[[ Materials provided, beginning ]]

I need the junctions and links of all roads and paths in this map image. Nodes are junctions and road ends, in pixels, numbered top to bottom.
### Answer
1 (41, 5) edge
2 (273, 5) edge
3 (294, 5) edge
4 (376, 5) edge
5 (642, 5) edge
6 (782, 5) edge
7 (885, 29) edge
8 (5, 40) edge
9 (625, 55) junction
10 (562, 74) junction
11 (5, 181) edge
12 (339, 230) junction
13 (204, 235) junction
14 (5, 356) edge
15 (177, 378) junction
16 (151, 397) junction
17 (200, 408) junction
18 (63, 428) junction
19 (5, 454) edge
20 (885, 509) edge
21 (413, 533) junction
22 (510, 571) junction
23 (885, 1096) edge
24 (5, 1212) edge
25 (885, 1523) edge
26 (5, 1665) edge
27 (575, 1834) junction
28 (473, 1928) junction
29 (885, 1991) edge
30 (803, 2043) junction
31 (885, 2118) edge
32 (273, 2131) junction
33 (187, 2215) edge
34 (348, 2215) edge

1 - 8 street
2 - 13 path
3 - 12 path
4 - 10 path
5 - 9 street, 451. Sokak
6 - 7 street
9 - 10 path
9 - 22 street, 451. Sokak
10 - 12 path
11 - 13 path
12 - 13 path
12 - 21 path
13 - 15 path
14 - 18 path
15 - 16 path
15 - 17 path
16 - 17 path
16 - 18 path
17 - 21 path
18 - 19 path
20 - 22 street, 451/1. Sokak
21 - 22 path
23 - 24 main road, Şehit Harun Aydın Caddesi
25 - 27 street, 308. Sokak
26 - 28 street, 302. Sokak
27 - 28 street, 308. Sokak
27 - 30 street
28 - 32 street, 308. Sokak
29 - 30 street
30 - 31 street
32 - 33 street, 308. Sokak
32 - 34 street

[[ Materials provided, end ]]

Task to complete
Word for word, repeat each line of the listing.

Written response
I need the junctions and links of all roads and paths in this map image. Nodes are junctions and road ends, in pixels, numbered top to bottom.
### Answer
1 (41, 5) edge
2 (273, 5) edge
3 (294, 5) edge
4 (376, 5) edge
5 (642, 5) edge
6 (782, 5) edge
7 (885, 29) edge
8 (5, 40) edge
9 (625, 55) junction
10 (562, 74) junction
11 (5, 181) edge
12 (339, 230) junction
13 (204, 235) junction
14 (5, 356) edge
15 (177, 378) junction
16 (151, 397) junction
17 (200, 408) junction
18 (63, 428) junction
19 (5, 454) edge
20 (885, 509) edge
21 (413, 533) junction
22 (510, 571) junction
23 (885, 1096) edge
24 (5, 1212) edge
25 (885, 1523) edge
26 (5, 1665) edge
27 (575, 1834) junction
28 (473, 1928) junction
29 (885, 1991) edge
30 (803, 2043) junction
31 (885, 2118) edge
32 (273, 2131) junction
33 (187, 2215) edge
34 (348, 2215) edge

1 - 8 street
2 - 13 path
3 - 12 path
4 - 10 path
5 - 9 street, 451. Sokak
6 - 7 street
9 - 10 path
9 - 22 street, 451. Sokak
10 - 12 path
11 - 13 path
12 - 13 path
12 - 21 path
13 - 15 path
14 - 18 path
15 - 16 path
15 - 17 path
16 - 17 path
16 - 18 path
17 - 21 path
18 - 19 path
20 - 22 street, 451/1. Sokak
21 - 22 path
23 - 24 main road, Şehit Harun Aydın Caddesi
25 - 27 street, 308. Sokak
26 - 28 street, 302. Sokak
27 - 28 street, 308. Sokak
27 - 30 street
28 - 32 street, 308. Sokak
29 - 30 street
30 - 31 street
32 - 33 street, 308. Sokak
32 - 34 street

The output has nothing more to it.